### [DATA SHOWN]
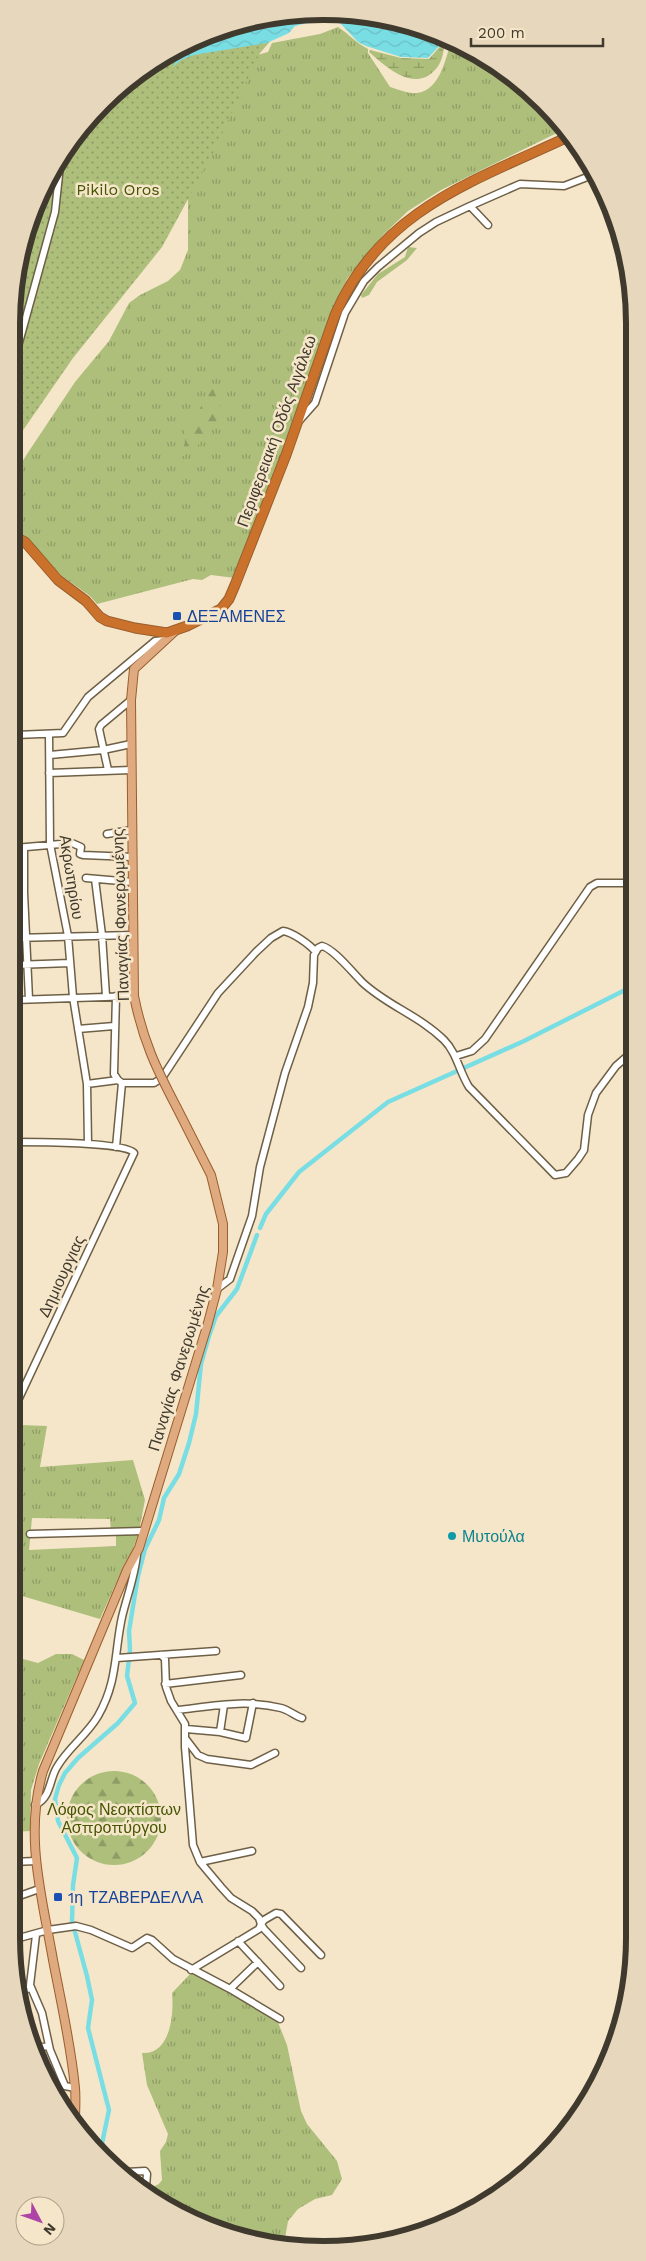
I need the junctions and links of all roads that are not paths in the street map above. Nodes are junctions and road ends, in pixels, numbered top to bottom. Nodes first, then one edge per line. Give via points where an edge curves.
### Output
1 (563, 139) edge
2 (59, 175) edge
3 (588, 177) edge
4 (470, 206) junction
5 (488, 225) dead end
6 (20, 339) edge
7 (297, 423) junction
8 (20, 539) edge
9 (176, 630) junction
10 (165, 640) junction
11 (131, 700) junction
12 (20, 735) edge
13 (49, 735) junction
14 (131, 744) junction
15 (103, 750) junction
16 (50, 755) junction
17 (108, 770) junction
18 (131, 770) junction
19 (49, 773) junction
20 (132, 830) junction
21 (107, 834) dead end
22 (50, 844) junction
23 (20, 848) edge
24 (24, 848) junction
25 (132, 857) junction
26 (86, 878) dead end
27 (95, 879) junction
28 (132, 882) junction
29 (626, 883) edge
30 (102, 935) junction
31 (132, 935) junction
32 (68, 936) junction
33 (26, 937) junction
34 (20, 938) edge
35 (315, 950) junction
36 (70, 963) junction
37 (27, 964) junction
38 (20, 965) edge
39 (106, 996) junction
40 (116, 996) junction
41 (134, 996) junction
42 (72, 997) junction
43 (29, 999) junction
44 (20, 1000) edge
45 (114, 1026) junction
46 (78, 1029) junction
47 (456, 1056) junction
48 (626, 1057) edge
49 (120, 1082) junction
50 (87, 1084) junction
51 (20, 1142) edge
52 (88, 1144) junction
53 (116, 1147) junction
54 (217, 1289) junction
55 (20, 1396) edge
56 (143, 1531) junction
57 (30, 1534) dead end
58 (138, 1550) junction
59 (216, 1651) dead end
60 (161, 1655) junction
61 (117, 1658) junction
62 (241, 1675) dead end
63 (165, 1684) junction
64 (253, 1703) junction
65 (224, 1705) junction
66 (178, 1710) junction
67 (302, 1718) dead end
68 (186, 1729) junction
69 (220, 1732) junction
70 (185, 1738) junction
71 (194, 1749) junction
72 (185, 1753) junction
73 (275, 1753) dead end
74 (35, 1805) junction
75 (252, 1851) dead end
76 (36, 1861) junction
77 (20, 1862) edge
78 (200, 1862) junction
79 (39, 1889) junction
80 (20, 1896) edge
81 (262, 1924) junction
82 (48, 1930) junction
83 (36, 1935) junction
84 (20, 1938) edge
85 (238, 1941) junction
86 (321, 1955) dead end
87 (258, 1962) junction
88 (301, 1968) dead end
89 (191, 1970) junction
90 (280, 1986) dead end
91 (31, 1988) junction
92 (25, 1989) edge
93 (230, 1989) junction
94 (280, 2019) dead end
95 (49, 2046) junction
96 (40, 2047) edge
97 (75, 2088) junction
98 (72, 2108) edge
99 (131, 2172) edge
100 (146, 2183) edge

1 - 7 highway, Περιφερειακή Οδός Αιγάλεω via 433,202 375,250 341,300
2 - 6 street via 52,221
3 - 4 street via 564,186 520,184
4 - 5 street
4 - 7 street via 419,233 364,281 345,313 315,403
7 - 9 highway, Περιφερειακή Οδός Αιγάλεω via 229,599 210,616
8 - 9 highway, Περιφερειακή Οδός Αιγάλεω via 58,580 100,617 113,623 158,632
9 - 10 main road, Παναγίας Φανερωμένης
10 - 11 main road, Παναγίας Φανερωμένης via 134,669
10 - 13 street via 156,641 88,697 63,733
11 - 14 main road, Παναγίας Φανερωμένης
11 - 15 street via 101,725
12 - 13 street
13 - 16 street, Ακρωτηρίου
14 - 15 street
14 - 18 main road, Παναγίας Φανερωμένης
15 - 16 street
15 - 17 street
16 - 19 street, Ακρωτηρίου
17 - 18 street
17 - 19 street
18 - 20 main road, Παναγίας Φανερωμένης
19 - 22 street, Ακρωτηρίου
20 - 21 street
20 - 25 main road, Παναγίας Φανερωμένης
22 - 24 street
22 - 25 street via 79,845 82,855
22 - 32 street, Ακρωτηρίου
23 - 24 street
24 - 33 street
25 - 28 main road, Παναγίας Φανερωμένης
26 - 27 street
27 - 28 street
27 - 30 street
28 - 31 main road, Παναγίας Φανερωμένης
29 - 47 street via 597,883 590,887 485,1039 472,1051
30 - 31 street
30 - 32 street
30 - 39 street
31 - 41 main road, Παναγίας Φανερωμένης
32 - 33 street
32 - 36 street, Ακρωτηρίου
33 - 34 street
33 - 37 street
35 - 47 street via 322,946 330,950 364,984 439,1036
35 - 49 street via 286,931 276,934 218,993 162,1078 154,1083
35 - 54 street via 308,1007 284,1072 260,1167 254,1209 230,1279
36 - 37 street
36 - 42 street, Ακρωτηρίου
37 - 38 street
37 - 43 street
39 - 40 street
39 - 42 street
40 - 41 street
40 - 45 street
41 - 54 main road, Παναγίας Φανερωμένης, bridge via 150,1055 211,1175 224,1237
42 - 43 street
42 - 46 street, Ακρωτηρίου
43 - 44 street
45 - 46 street
45 - 49 street via 114,1074
46 - 50 street, Ακρωτηρίου
47 - 48 street via 459,1070 469,1086 558,1176 566,1173 584,1150 588,1115 596,1093
49 - 50 street
49 - 53 street
50 - 52 street, Ακρωτηρίου
51 - 52 street
52 - 53 street
53 - 55 street, Δημιουργιας via 131,1149 134,1153
54 - 56 main road, Παναγίας Φανερωμένης
56 - 57 street
56 - 58 main road, Παναγίας Φανερωμένης
58 - 61 street via 122,1616
58 - 74 main road, Παναγίας Φανερωμένης via 43,1771
59 - 60 street
60 - 61 street
60 - 63 street
61 - 74 street via 111,1687 97,1718 62,1759 43,1802
62 - 63 street
63 - 66 street
64 - 65 street
64 - 67 street via 280,1708
64 - 69 street via 246,1738
65 - 66 street
65 - 69 street
66 - 68 street
68 - 69 street
68 - 70 street
70 - 71 street
70 - 72 street
71 - 72 street
71 - 73 street via 202,1758 245,1765
72 - 78 street via 193,1845
74 - 76 main road, Παναγίας Φανερωμένης
75 - 78 street
76 - 77 street
76 - 79 main road, Παναγίας Φανερωμένης
78 - 81 street via 231,1898 252,1911
79 - 80 street
79 - 82 main road, Παναγίας Φανερωμένης
81 - 85 street
81 - 86 street via 272,1915 281,1914
81 - 88 street
82 - 83 street
82 - 89 street via 72,1926 92,1930 132,1948 147,1938
82 - 97 main road, Παναγίας Φανερωμένης
83 - 84 street
83 - 91 street
85 - 87 street
85 - 89 street
87 - 90 street
87 - 93 street
89 - 93 street
91 - 92 street
91 - 95 street via 42,2013
93 - 94 street
95 - 96 street
95 - 97 street via 65,2086
97 - 98 main road, Παναγίας Φανερωμένης
99 - 100 street via 145,2171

### [EXERCISE REQUIREMENTS]
Count how many lines in the listing above hold "highway". Supply only that number.

### [EXERCISE RESPONSE]
3